En efecto, el ad quem después de referir el carácter taxativo de los incidentes en la codificación procesal civil, apuntaló que de conformidad con el inciso 4° del artículo 307 “para que exista la posibilidad de adelantar la liquidación de perjuicios, bajo el trámite incidental, debió efectivamente imponerse una condena en perjuicios. En este caso nada de esto sucedió ya que él (sic) a-quo, no ordenó aquella, es decir, por alguna razón voluntaria o involuntaria, desatendió el texto del Art. 346 del C.P.C. como lo reclama el apelante, que dicho sea de paso, solicitó a folio 155 del cuaderno principal del ejecutivo, la liquidación de costas, a la cual se accedió por auto de abril diecisiete (17) de 2009 (F. 162) y nada dijo en esa oportunidad sobre perjuicios, tan solo vino a hacerlo ahora que presentó el trámite incidental que nos ocupa”, reflexión consecuente con la normatividad aplicable al caso y la realidad procesal, más aún cuando a renglón seguido advirtió que “[si] no hay orden, decisión o fallo que hubiese dispuesto el pago de perjuicios, mal se haría en liquidarla por incidente, reiteramos, el a-quo, no hizo cosa diversa que atenerse al proveído que dio aplicación a la figura del desistimiento (…), y en donde no se ordenaron los perjuicios que se piden por la vía incidental”.

Ciertamente, si en criterio del hoy accionante -demandado en el proceso-, el tema de los perjuicios afloraba como consecuencia necesaria de la terminación de la actuación, debió reclamar en el escenario natural del proceso, a través del mecanismo establecido en el artículo 311 del Código de Procedimiento Civil, esto es, mediante adición o complementación de las providencias, oportunidad que, contrario a lo indicado en la demanda de tutela, desdeñó, pues cuando intervino en la actuación, a través de apoderado judicial, sólo impetró la liquidación de costas, “teniendo en cuenta la orden impartida por su Despacho, mediante auto de 18 de diciembre de 2008, notificado por estado en fecha 13 de enero de 2008 (sic)” (fl. 256, subrayas fuera del texto); dicho de otro modo, aún cuando en esa data la parte demandada manifestó conocer la providencia origen de la protesta de ahora, nada dijo sobre los perjuicios, razón por la cual el argumento del Tribunal para confirmar la providencia del juez a quo, se muestra ajustado a la realidad y a las normas que disciplina la materia” (folios 571 a 677).

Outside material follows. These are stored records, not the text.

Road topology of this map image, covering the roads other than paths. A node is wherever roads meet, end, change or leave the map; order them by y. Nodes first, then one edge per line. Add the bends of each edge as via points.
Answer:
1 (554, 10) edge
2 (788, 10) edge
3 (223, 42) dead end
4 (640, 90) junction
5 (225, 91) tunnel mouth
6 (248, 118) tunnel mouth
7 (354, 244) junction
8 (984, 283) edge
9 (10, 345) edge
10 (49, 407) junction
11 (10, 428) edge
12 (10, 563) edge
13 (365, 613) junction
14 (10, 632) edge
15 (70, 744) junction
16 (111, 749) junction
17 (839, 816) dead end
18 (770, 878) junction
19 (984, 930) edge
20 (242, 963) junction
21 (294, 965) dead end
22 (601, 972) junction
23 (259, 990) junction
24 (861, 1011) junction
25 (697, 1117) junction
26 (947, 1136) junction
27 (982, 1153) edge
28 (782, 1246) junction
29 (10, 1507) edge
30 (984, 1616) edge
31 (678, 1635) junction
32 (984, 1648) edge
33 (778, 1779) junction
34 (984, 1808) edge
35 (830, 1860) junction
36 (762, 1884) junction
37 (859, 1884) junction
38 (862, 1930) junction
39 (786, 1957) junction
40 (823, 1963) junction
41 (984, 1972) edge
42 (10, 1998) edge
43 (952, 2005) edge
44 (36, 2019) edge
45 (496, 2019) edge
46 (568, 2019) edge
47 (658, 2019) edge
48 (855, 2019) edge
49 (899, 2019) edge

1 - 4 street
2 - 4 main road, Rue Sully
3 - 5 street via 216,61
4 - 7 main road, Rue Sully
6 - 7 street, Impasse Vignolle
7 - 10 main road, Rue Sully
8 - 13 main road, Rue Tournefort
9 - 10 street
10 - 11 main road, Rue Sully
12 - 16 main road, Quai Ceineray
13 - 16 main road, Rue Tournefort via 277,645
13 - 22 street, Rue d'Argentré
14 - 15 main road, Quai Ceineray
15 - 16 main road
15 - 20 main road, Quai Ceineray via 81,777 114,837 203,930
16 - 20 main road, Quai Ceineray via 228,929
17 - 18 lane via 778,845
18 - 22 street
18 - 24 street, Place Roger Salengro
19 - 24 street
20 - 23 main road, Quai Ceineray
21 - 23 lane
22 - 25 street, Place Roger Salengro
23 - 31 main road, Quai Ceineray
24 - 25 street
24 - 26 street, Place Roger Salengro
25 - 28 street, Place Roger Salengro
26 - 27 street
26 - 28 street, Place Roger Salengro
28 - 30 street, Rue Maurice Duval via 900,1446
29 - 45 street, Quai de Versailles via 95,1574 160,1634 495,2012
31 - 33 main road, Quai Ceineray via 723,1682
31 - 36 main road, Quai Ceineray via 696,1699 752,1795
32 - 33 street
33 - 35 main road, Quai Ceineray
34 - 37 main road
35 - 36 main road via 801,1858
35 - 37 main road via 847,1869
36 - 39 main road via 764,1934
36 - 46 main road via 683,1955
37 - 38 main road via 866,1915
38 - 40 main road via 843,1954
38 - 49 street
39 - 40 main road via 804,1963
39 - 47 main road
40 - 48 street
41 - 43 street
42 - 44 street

El representante judicial del accionante impugnó la decisión; consideró que no son ciertas las razones dadas por la Sala de Casación Civil, ya que no le fue posible solicitar la adición o complementación del auto que dispuso la terminación del proceso ejecutivo pues sólo se enteró de su existencia 2 meses después de haber quedado ejecutoriada dicha decisión, por lo que solicitó revocar y en su lugar conceder las súplicas de la tutela (folios 684 a 686).

SE CONSIDERA La acción de tutela, como la define el artículo 86 de la Constitución Política, es un medio de defensa judicial instituida para proteger en forma inmediata los derechos fundamentales cuando resulten vulnerados o amenazados por la acción u omisión de cualquier autoridad pública o por los particulares en los casos expresamente señalados por la ley.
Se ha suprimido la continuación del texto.